• TASK INSTRUCTIONS: Using the entries below, give the count of lines that hold "Oravatie". Say nothing besides the number.

:: STORED DATA ::

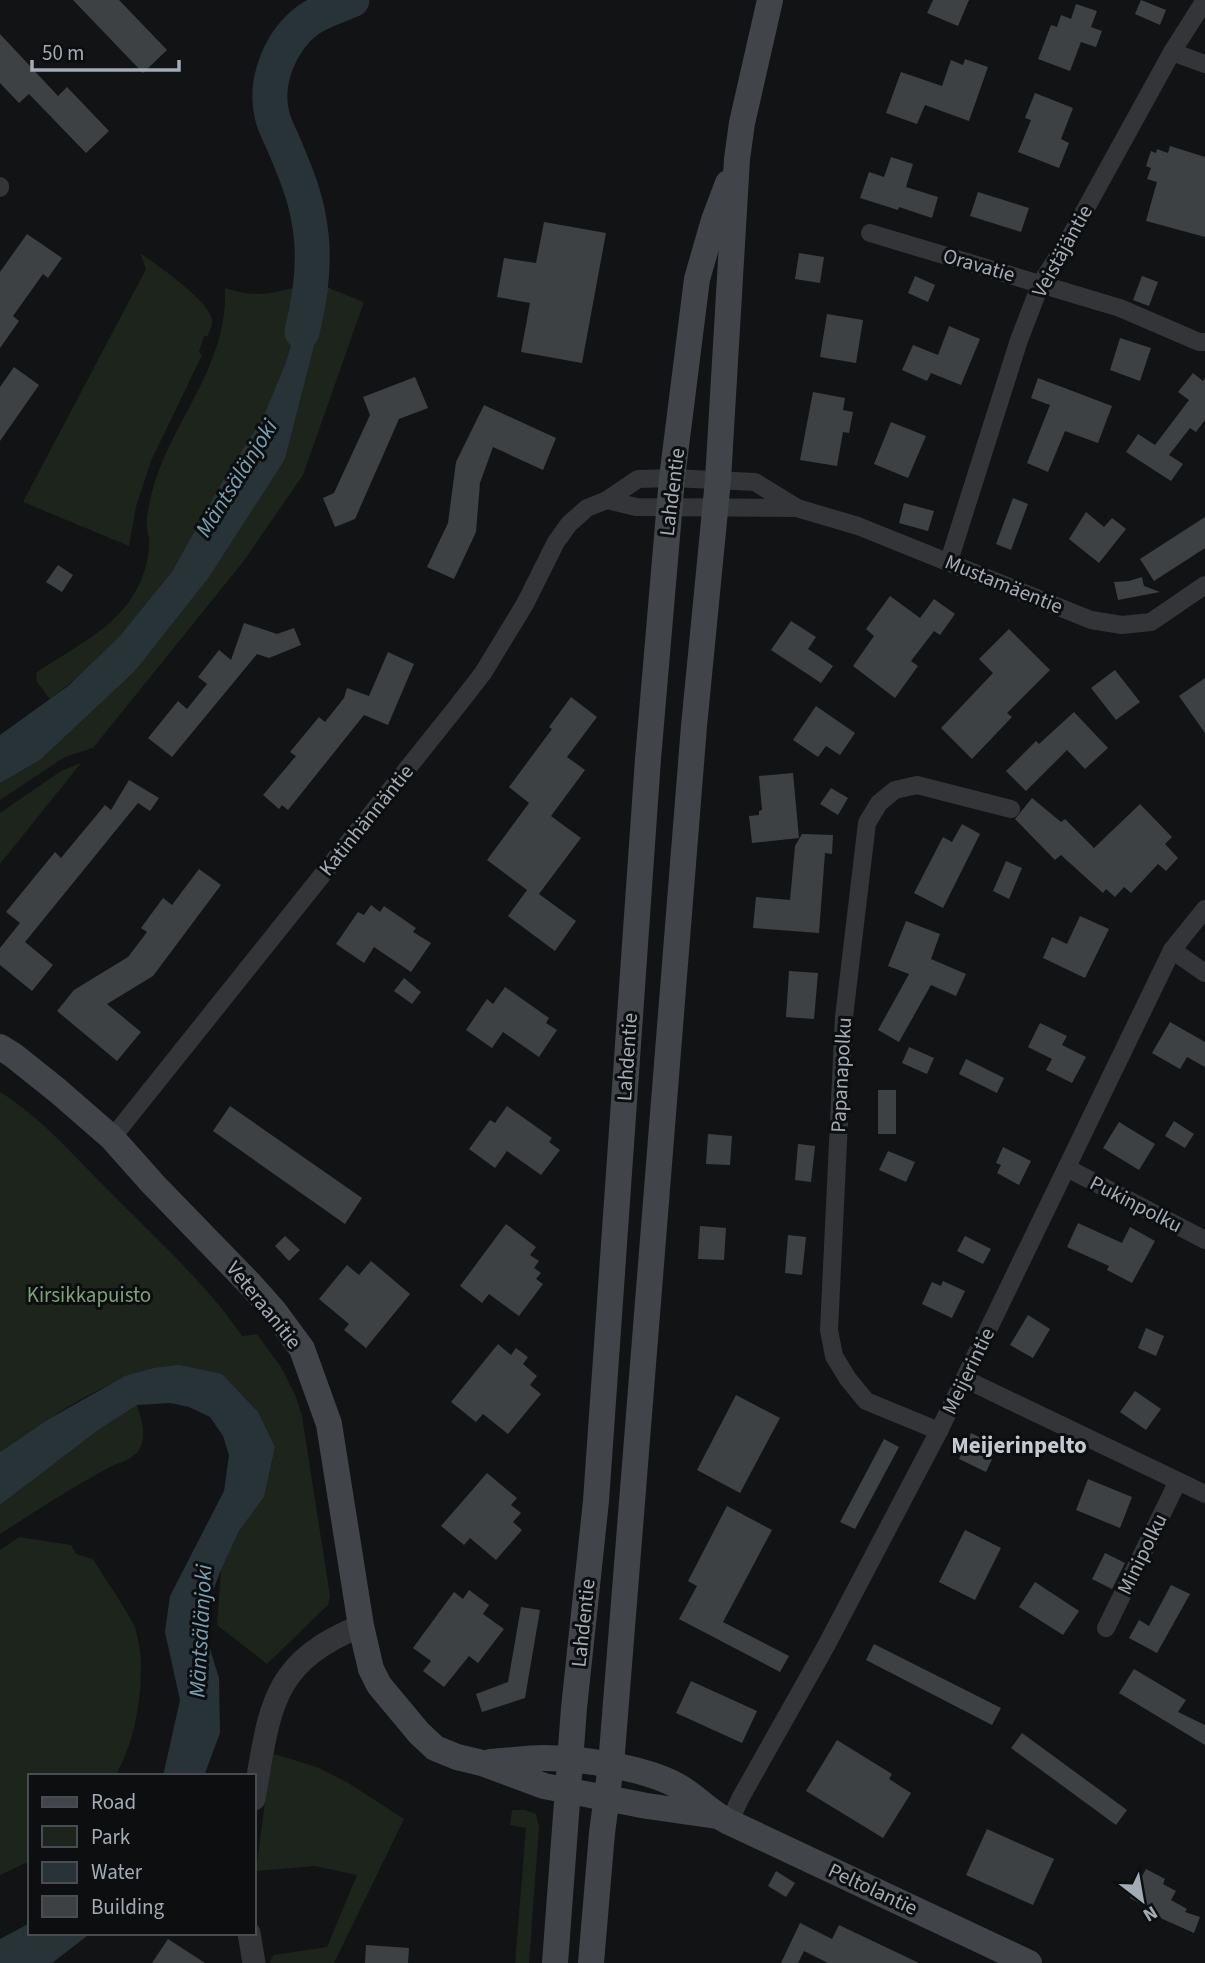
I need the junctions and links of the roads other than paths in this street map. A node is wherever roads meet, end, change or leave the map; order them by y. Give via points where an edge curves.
1 (770, 0) edge
2 (1205, 0) edge
3 (1172, 52) junction
4 (1205, 64) edge
5 (737, 159) junction
6 (870, 233) dead end
7 (1041, 283) junction
8 (1205, 342) edge
9 (672, 478) junction
10 (718, 480) junction
11 (607, 500) junction
12 (715, 507) junction
13 (669, 508) junction
14 (797, 508) junction
15 (949, 561) junction
16 (1205, 585) edge
17 (1011, 809) dead end
18 (1205, 909) edge
19 (1172, 950) junction
20 (1205, 973) edge
21 (0, 1047) edge
22 (112, 1138) junction
23 (1067, 1168) junction
24 (1205, 1240) edge
25 (965, 1379) junction
26 (939, 1431) junction
27 (1178, 1481) junction
28 (1205, 1494) edge
29 (361, 1626) junction
30 (1106, 1628) dead end
31 (570, 1760) junction
32 (482, 1763) junction
33 (611, 1765) junction
34 (256, 1788) edge
35 (569, 1790) junction
36 (606, 1798) junction
37 (723, 1819) junction
38 (249, 1935) edge
39 (254, 1963) edge
40 (555, 1963) edge
41 (591, 1963) edge
42 (1029, 1963) edge

1 - 5 main road, Lahdentie
2 - 3 street, Veistäjäntie
3 - 4 street
3 - 7 street, Veistäjäntie
5 - 9 main road, Lahdentie via 697,279
5 - 10 main road, Lahdentie
6 - 7 street, Oravatie
7 - 8 street, Oravatie via 1120,307
7 - 15 street, Veistäjäntie
9 - 10 street, Katinhännäntie
9 - 11 street, Katinhännäntie via 638,479
9 - 13 main road, Lahdentie
10 - 12 main road, Lahdentie
10 - 14 street, Mustamäentie via 755,482
11 - 13 street
11 - 22 street, Katinhännäntie via 587,508 569,524 483,673
12 - 13 street, Mustamäentie
12 - 14 street, Mustamäentie
12 - 33 main road, Lahdentie
13 - 31 main road, Lahdentie via 596,1501
14 - 15 street, Mustamäentie
15 - 16 street, Mustamäentie via 1091,620 1122,625 1151,622
17 - 26 street, Papanapolku via 916,785 895,790 879,803 867,823 845,1003 830,1317 834,1356 866,1401
18 - 19 street, Meijerintie
19 - 20 street
19 - 23 street, Meijerintie
21 - 22 main road, Veteraanitie
22 - 29 main road, Veteraanitie via 249,1283 302,1349 329,1424
23 - 24 street, Pukinpolku
23 - 25 street, Meijerintie
25 - 26 street, Meijerintie
25 - 27 street
26 - 37 street, Meijerintie via 826,1646 741,1797
27 - 28 street
27 - 30 street, Minipolku
29 - 32 main road, Veteraanitie via 379,1685 419,1733 435,1748
29 - 34 street via 340,1634 289,1674 268,1721
31 - 32 main road, Veteraanitie
31 - 33 main road, Veteraanitie
31 - 35 main road, Lahdentie
32 - 35 main road, Veteraanitie via 544,1786
33 - 36 main road, Lahdentie
33 - 37 main road, Peltolantie via 677,1785
35 - 36 main road, Veteraanitie
35 - 40 main road, Lahdentie
36 - 37 main road, Peltolantie
36 - 41 main road, Lahdentie
37 - 42 main road, Peltolantie
38 - 39 street

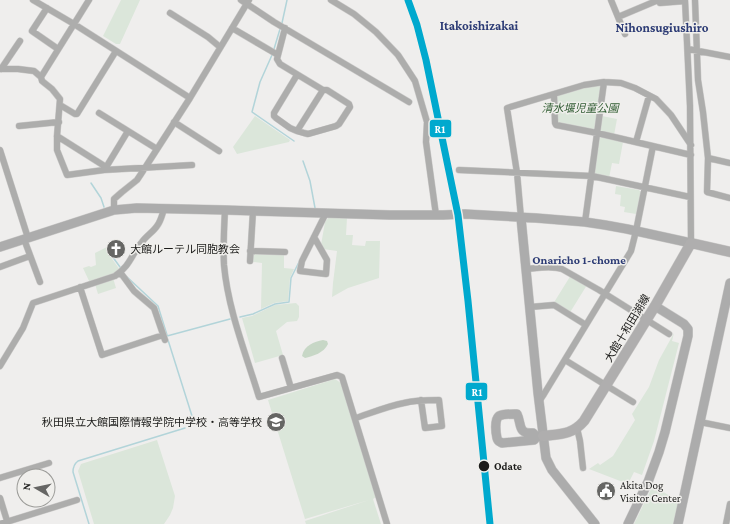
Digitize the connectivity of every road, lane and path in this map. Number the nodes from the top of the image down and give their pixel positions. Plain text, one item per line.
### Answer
1 (33, 0) edge
2 (89, 0) edge
3 (331, 0) edge
4 (611, 0) edge
5 (695, 0) edge
6 (246, 1) edge
7 (685, 1) edge
8 (658, 2) edge
9 (47, 8) junction
10 (170, 13) dead end
11 (618, 17) junction
12 (74, 24) junction
13 (232, 28) junction
14 (285, 28) junction
15 (625, 34) dead end
16 (20, 41) dead end
17 (220, 47) junction
18 (58, 49) junction
19 (688, 49) junction
20 (116, 51) junction
21 (697, 51) junction
22 (278, 55) junction
23 (730, 57) edge
24 (1, 69) edge
25 (297, 74) junction
26 (41, 77) junction
27 (604, 82) junction
28 (323, 90) junction
29 (554, 95) junction
30 (649, 96) junction
31 (190, 98) junction
32 (409, 102) dead end
33 (60, 105) junction
34 (99, 113) dead end
35 (58, 122) junction
36 (174, 122) junction
37 (19, 126) dead end
38 (297, 131) junction
39 (128, 132) junction
40 (597, 133) junction
41 (57, 136) junction
42 (636, 142) junction
43 (690, 145) junction
44 (653, 146) junction
45 (157, 149) junction
46 (0, 150) edge
47 (220, 151) dead end
48 (691, 155) junction
49 (708, 158) junction
50 (730, 163) edge
51 (192, 165) dead end
52 (105, 168) junction
53 (145, 168) junction
54 (459, 170) dead end
55 (517, 173) junction
56 (592, 176) junction
57 (645, 188) junction
58 (690, 197) junction
59 (730, 198) edge
60 (164, 209) junction
61 (114, 210) junction
62 (225, 210) junction
63 (252, 211) junction
64 (326, 213) junction
65 (436, 215) junction
66 (521, 218) junction
67 (585, 222) junction
68 (636, 231) junction
69 (314, 237) junction
70 (26, 238) junction
71 (691, 243) junction
72 (0, 247) edge
73 (250, 251) junction
74 (285, 252) dead end
75 (730, 252) edge
76 (30, 256) junction
77 (250, 261) dead end
78 (0, 267) edge
79 (526, 269) junction
80 (120, 272) junction
81 (40, 282) dead end
82 (730, 283) edge
83 (80, 288) junction
84 (604, 294) junction
85 (728, 304) edge
86 (655, 306) junction
87 (530, 307) junction
88 (646, 320) junction
89 (586, 325) junction
90 (669, 334) dead end
91 (282, 358) dead end
92 (565, 360) junction
93 (0, 366) edge
94 (607, 385) junction
95 (291, 388) junction
96 (421, 400) junction
97 (540, 400) junction
98 (633, 402) dead end
99 (356, 418) junction
100 (700, 422) junction
101 (577, 428) junction
102 (730, 428) edge
103 (540, 436) junction
104 (49, 463) dead end
105 (583, 468) dead end
106 (0, 478) edge
107 (0, 498) edge
108 (78, 500) dead end
109 (730, 504) edge
110 (8, 523) edge
111 (0, 524) edge
112 (387, 524) edge
113 (595, 524) edge
114 (628, 524) edge
115 (678, 524) edge
116 (726, 524) edge

1 - 9 street
2 - 12 street
3 - 65 street
4 - 11 street
5 - 21 street
6 - 13 street
6 - 14 street
7 - 8 street
7 - 19 street
8 - 11 street
9 - 12 street
9 - 18 street
10 - 17 street
11 - 15 street
12 - 18 street
12 - 20 street
13 - 17 street
13 - 22 street
14 - 22 street
14 - 32 street
16 - 24 street
17 - 31 street
18 - 26 street
19 - 21 street
19 - 43 street
20 - 31 street
20 - 33 street
21 - 23 street
21 - 49 street
22 - 25 street
24 - 26 street
25 - 28 street
25 - 38 street
26 - 33 street
27 - 29 street
27 - 30 street
27 - 40 street
28 - 38 street
28 - 38 street
29 - 40 street
29 - 55 street
30 - 42 street
30 - 43 street
31 - 36 street
33 - 35 street
34 - 39 street
35 - 37 street
35 - 41 street
36 - 45 street
36 - 47 street
39 - 45 street
39 - 52 street
40 - 42 street
40 - 56 street
41 - 52 street
41 - 52 street
42 - 44 street
43 - 48 street
44 - 48 street
44 - 57 street
45 - 53 street
46 - 70 street
48 - 58 street
49 - 50 street
49 - 59 street
51 - 53 street
52 - 53 street
53 - 61 street
54 - 55 street
55 - 56 street
55 - 66 street
56 - 57 street
56 - 67 street
57 - 58 street
57 - 68 street
58 - 71 street
60 - 61 street
60 - 62 street
60 - 80 street
61 - 70 street
62 - 63 street
62 - 95 street
63 - 64 street
63 - 73 street
64 - 65 street
64 - 69 street
65 - 66 street
66 - 67 street
66 - 79 street
67 - 68 street
68 - 71 street
68 - 84 street
69 - 69 street
70 - 72 street
70 - 76 street
71 - 75 main road
71 - 86 main road, 大館十和田湖線
73 - 74 street
73 - 77 street
76 - 78 street
76 - 81 street
79 - 84 street
79 - 87 street
80 - 83 street
80 - 83 street
82 - 85 street
83 - 93 street
84 - 88 street
84 - 89 street
85 - 100 street
86 - 88 main road, 大館十和田湖線
86 - 114 street
87 - 89 street
87 - 97 street
88 - 90 street
88 - 94 main road, 大館十和田湖線
89 - 92 street
91 - 95 street
92 - 94 street
92 - 97 street
94 - 98 street
94 - 101 main road, 大館十和田湖線
95 - 99 street
96 - 96 street
96 - 99 street
97 - 103 street
99 - 112 street
100 - 102 street
100 - 115 street
101 - 103 main road
101 - 105 street
103 - 103 street
103 - 113 street
104 - 106 street
107 - 110 street
108 - 110 street
109 - 116 street
110 - 111 street

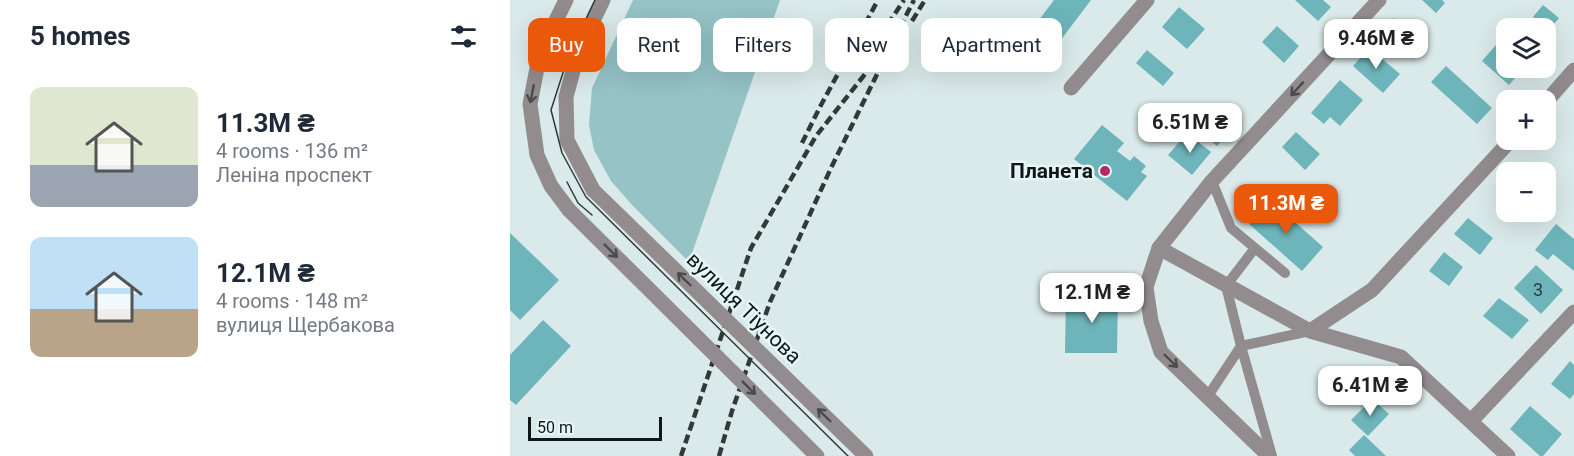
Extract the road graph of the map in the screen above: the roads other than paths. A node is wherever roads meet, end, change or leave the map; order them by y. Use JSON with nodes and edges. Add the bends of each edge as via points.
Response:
{"nodes":[{"id":1,"x":566,"y":0,"type":"edge"},
{"id":2,"x":603,"y":0,"type":"edge"},
{"id":3,"x":1147,"y":0,"type":"edge"},
{"id":4,"x":1379,"y":0,"type":"edge"},
{"id":5,"x":1574,"y":70,"type":"edge"},
{"id":6,"x":1071,"y":88,"type":"dead end"},
{"id":7,"x":1556,"y":90,"type":"edge"},
{"id":8,"x":1502,"y":150,"type":"edge"},
{"id":9,"x":1212,"y":181,"type":"junction"},
{"id":10,"x":1159,"y":248,"type":"junction"},
{"id":11,"x":1255,"y":248,"type":"junction"},
{"id":12,"x":1285,"y":273,"type":"dead end"},
{"id":13,"x":1226,"y":286,"type":"junction"},
{"id":14,"x":1574,"y":312,"type":"edge"},
{"id":15,"x":1310,"y":331,"type":"junction"},
{"id":16,"x":1240,"y":346,"type":"junction"},
{"id":17,"x":1208,"y":396,"type":"junction"},
{"id":18,"x":1472,"y":421,"type":"junction"},
{"id":19,"x":818,"y":456,"type":"edge"},
{"id":20,"x":866,"y":456,"type":"edge"},
{"id":21,"x":1271,"y":456,"type":"edge"},
{"id":22,"x":1508,"y":456,"type":"edge"}],
"edges":[{"from":1,"to":19,"type":"street","one_way":true,"bridge":true,"via":[[540,53],[530,104],[537,155],[551,186],[569,210]]},
{"from":20,"to":2,"type":"street","name":"вулиця Тіунова","one_way":true,"bridge":true,"via":[[593,190],[567,141],[566,97],[578,52]]},
{"from":3,"to":6,"type":"street"},
{"from":4,"to":9,"type":"street","one_way":true},
{"from":5,"to":7,"type":"street"},
{"from":8,"to":15,"type":"street","via":[[1372,290]]},
{"from":9,"to":10,"type":"street"},
{"from":9,"to":11,"type":"lane","via":[[1231,228]]},
{"from":10,"to":13,"type":"street"},
{"from":10,"to":17,"type":"street","one_way":true,"via":[[1146,287],[1161,352]]},
{"from":11,"to":12,"type":"lane"},
{"from":11,"to":13,"type":"lane"},
{"from":13,"to":15,"type":"street"},
{"from":13,"to":16,"type":"lane"},
{"from":14,"to":18,"type":"street"},
{"from":15,"to":16,"type":"lane"},
{"from":15,"to":18,"type":"street","via":[[1401,357]]},
{"from":16,"to":17,"type":"lane"},
{"from":16,"to":21,"type":"lane"},
{"from":17,"to":21,"type":"street"},
{"from":18,"to":22,"type":"street"}]}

:::

• OUTPUT FOR THIS EXERCISE: 2